Reason for queuing jobs

See the list of pending jobs with squeue -t PD
The last column, NODELIST (REASON) shows why the job isn't running
Open the manual page for squeue with man squeue
- See the section JOB REASON CODES towards the end
  - The list is NOT exhaustive

Priority: There is another pending job with higher priority
Resources: The job has the highest priority, but waiting for resources to become available, that is, for some running job to finish.
AssocMaxJobsLimit: The association (=user/group) has a limit on the number of resources (e.g. GPU's) that can be used by running jobs. You must wait for some of your running jobs to finish before this one can be started.
QOSResourceLimit: Hitting QoS limits.

launch failed requeued held: Job launch failed, slurm requeued the job but it must be released with scontrol release JOBID
Dependency: Job cannot start before some other job is finished.
DependencyNeverSatisfied: Job cannot start before some other job is finished, but that other job failed. You must cancel the job with scancel JOBID

To prevent a single user from monopolizing all resources, we use GrpTRESRunMins. See your limits with

sacctmgr list user $USER witha \
format=Account,MaxCPUs,GrpTRESRunMins%50,GrpTRES%40

E.g. a GrpTRESRunMins limit cpu=1500000 means that the remaining runtime of your running jobs must be less than 1500000 cpu-minutes
Check out the GrpCPURunMins simulator and In-depth explanation

Queue priority

In triton we use a hierarchical fair share algorithm which assings a priority value to each pending job.

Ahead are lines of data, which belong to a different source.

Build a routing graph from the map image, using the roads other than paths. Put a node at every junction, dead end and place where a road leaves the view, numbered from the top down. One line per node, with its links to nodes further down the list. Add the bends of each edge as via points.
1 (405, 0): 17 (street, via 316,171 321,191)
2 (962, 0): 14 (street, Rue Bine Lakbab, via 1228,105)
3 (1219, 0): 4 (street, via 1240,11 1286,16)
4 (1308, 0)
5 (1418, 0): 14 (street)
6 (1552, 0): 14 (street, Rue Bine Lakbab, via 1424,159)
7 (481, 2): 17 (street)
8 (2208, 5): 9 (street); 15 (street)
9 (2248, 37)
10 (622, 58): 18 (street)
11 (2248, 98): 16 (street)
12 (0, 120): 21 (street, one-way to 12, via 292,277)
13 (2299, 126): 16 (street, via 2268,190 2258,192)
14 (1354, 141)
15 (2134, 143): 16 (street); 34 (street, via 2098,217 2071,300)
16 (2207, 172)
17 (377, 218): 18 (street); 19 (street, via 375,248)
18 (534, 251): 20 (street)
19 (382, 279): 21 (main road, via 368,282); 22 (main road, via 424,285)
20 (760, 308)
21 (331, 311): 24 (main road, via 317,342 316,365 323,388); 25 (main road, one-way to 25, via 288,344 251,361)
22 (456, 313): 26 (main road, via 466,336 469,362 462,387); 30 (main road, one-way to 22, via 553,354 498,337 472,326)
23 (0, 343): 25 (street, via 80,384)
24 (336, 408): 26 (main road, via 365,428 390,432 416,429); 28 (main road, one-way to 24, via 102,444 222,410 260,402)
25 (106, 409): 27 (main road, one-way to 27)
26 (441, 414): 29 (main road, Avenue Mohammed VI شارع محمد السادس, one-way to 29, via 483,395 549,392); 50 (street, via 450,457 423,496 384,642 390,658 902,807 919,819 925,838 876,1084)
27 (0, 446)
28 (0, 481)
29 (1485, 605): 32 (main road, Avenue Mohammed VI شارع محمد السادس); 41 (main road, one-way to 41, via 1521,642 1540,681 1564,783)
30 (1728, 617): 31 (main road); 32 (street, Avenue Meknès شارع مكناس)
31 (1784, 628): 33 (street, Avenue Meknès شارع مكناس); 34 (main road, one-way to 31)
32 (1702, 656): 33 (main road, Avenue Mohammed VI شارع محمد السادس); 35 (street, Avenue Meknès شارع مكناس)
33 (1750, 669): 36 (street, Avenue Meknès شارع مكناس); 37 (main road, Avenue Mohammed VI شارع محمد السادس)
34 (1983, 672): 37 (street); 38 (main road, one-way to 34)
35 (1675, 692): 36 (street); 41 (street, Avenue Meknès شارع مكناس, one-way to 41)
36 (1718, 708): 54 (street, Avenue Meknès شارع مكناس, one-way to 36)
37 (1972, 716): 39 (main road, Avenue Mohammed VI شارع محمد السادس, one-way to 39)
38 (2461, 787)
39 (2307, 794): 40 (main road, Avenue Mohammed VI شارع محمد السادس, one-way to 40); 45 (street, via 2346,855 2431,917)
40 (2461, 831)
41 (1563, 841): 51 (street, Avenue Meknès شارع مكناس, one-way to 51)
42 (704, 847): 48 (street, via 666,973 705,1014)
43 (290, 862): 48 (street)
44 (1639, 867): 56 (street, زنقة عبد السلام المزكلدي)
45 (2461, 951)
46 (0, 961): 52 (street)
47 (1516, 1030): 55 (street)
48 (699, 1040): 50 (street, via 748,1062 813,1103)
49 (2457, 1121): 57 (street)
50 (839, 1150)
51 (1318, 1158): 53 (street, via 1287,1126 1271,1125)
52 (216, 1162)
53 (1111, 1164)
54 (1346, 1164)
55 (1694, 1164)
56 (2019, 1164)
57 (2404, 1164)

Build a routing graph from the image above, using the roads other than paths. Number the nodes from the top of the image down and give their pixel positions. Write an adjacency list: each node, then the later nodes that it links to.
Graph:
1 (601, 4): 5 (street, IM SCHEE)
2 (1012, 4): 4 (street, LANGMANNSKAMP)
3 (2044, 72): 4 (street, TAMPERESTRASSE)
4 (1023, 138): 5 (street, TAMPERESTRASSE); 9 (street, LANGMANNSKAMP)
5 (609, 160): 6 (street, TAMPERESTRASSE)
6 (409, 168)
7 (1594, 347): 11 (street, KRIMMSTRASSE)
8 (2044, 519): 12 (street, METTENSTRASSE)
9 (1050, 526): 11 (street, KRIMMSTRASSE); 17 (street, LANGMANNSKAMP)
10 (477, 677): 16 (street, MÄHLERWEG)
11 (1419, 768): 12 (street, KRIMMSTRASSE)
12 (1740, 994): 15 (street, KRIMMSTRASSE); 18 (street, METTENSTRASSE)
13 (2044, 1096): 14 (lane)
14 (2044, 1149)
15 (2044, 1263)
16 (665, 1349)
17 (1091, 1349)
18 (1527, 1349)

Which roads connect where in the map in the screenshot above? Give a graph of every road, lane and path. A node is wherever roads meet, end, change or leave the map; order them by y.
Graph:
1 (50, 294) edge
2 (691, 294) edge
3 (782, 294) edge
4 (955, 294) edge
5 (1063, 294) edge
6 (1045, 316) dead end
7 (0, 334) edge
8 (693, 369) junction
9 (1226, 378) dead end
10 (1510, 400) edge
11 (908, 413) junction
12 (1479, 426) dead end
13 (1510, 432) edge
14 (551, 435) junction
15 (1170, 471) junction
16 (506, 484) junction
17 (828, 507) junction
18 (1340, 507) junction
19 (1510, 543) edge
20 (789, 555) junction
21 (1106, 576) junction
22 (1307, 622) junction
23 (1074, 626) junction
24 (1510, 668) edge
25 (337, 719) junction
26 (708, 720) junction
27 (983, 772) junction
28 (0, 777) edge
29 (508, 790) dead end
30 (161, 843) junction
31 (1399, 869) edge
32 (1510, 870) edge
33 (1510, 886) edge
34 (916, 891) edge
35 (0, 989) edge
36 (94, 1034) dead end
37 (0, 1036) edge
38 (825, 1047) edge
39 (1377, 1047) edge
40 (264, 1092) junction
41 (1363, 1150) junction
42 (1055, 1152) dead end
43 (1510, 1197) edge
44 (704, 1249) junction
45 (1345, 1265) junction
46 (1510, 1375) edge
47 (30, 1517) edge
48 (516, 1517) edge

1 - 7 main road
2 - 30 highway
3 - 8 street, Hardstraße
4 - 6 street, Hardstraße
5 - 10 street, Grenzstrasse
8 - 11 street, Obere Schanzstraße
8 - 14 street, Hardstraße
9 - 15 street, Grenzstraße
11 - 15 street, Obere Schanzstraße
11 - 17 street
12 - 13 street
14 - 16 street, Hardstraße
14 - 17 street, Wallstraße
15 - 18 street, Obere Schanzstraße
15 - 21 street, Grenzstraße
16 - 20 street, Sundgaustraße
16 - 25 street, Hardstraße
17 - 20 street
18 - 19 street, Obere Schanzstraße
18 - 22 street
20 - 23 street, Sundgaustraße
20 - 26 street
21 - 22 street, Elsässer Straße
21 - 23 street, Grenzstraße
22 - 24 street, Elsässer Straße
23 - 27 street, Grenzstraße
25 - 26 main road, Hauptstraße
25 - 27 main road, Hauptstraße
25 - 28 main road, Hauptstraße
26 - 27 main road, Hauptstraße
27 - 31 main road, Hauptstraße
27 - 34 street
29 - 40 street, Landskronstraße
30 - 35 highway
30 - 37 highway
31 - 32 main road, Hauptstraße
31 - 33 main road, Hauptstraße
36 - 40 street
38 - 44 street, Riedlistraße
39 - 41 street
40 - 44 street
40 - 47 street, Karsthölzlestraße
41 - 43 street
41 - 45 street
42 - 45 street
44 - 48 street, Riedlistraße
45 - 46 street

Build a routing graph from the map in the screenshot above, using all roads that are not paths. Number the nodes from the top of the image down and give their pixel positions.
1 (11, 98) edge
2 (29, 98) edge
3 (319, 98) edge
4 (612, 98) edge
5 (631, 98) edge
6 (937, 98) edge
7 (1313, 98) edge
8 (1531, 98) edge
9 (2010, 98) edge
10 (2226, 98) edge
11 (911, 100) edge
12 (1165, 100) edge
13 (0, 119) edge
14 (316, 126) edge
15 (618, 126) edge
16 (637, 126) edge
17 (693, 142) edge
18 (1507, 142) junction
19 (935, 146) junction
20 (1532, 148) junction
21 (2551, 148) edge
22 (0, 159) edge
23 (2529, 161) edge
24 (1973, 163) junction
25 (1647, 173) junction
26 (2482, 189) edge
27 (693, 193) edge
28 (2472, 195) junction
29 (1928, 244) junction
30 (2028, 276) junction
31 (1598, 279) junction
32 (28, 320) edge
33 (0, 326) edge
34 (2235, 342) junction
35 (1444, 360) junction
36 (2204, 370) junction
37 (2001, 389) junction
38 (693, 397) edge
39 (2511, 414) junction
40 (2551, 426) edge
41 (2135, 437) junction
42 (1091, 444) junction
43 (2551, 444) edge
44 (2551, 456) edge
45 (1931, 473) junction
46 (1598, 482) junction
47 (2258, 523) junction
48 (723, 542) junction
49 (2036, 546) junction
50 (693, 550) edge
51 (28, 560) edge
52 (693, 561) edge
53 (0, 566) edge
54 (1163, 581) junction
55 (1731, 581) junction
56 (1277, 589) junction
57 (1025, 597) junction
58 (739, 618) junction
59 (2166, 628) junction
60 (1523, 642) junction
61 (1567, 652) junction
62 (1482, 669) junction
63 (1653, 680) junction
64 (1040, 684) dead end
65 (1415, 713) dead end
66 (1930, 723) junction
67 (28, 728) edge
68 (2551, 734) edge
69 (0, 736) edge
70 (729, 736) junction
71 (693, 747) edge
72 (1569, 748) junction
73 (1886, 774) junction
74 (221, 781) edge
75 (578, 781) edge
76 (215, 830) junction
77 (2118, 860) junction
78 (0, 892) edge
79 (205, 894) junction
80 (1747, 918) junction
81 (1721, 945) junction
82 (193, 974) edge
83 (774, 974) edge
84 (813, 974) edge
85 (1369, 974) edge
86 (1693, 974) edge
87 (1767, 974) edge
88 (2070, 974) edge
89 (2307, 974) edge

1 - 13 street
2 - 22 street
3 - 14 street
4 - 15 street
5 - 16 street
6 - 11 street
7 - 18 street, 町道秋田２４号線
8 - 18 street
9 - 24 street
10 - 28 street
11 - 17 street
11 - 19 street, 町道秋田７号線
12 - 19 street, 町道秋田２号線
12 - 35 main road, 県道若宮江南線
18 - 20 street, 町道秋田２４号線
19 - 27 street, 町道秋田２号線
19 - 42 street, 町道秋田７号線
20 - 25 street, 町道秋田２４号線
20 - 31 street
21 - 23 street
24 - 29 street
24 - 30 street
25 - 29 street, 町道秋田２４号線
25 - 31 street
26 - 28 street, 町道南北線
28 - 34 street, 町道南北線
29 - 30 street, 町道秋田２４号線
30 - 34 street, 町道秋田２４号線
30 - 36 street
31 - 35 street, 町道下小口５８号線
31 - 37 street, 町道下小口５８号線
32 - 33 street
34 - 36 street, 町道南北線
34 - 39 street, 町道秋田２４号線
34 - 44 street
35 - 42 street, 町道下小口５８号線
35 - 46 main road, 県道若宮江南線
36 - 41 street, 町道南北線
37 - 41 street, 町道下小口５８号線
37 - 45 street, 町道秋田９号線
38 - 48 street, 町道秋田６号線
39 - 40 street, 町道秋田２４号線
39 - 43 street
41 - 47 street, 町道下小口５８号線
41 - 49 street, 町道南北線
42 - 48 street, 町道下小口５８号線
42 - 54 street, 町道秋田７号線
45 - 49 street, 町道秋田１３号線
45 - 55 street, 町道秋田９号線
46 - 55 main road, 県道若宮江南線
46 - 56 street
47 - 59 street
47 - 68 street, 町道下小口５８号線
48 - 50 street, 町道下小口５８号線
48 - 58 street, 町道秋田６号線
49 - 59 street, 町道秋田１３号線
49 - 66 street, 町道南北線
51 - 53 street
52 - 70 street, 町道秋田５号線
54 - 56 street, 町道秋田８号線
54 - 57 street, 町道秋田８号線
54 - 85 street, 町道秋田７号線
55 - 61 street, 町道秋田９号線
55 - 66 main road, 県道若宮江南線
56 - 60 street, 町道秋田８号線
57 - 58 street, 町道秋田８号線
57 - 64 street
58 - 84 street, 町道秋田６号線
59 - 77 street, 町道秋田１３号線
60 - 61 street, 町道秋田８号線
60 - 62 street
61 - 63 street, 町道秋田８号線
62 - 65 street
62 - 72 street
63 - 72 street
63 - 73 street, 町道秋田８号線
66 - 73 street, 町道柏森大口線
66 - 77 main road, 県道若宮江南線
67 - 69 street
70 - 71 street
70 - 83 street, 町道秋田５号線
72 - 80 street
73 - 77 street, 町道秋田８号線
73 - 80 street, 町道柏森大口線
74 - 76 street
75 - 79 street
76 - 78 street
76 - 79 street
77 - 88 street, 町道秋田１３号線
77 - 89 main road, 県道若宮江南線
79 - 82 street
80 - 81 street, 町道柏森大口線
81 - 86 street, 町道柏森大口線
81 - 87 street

The goal is to balance usage so that each department and user gets their own fair share of the available resources.
Historical usage is taken into account, exponetially decayed with half-life of 2 weeks.

That is:
- Use lots of resources => lower priority
- Use less resources => higher priority
See the sprio tool
Also: scontrol show job JOBID will show the estimated start time of your job (if the scheduler has ever reached it)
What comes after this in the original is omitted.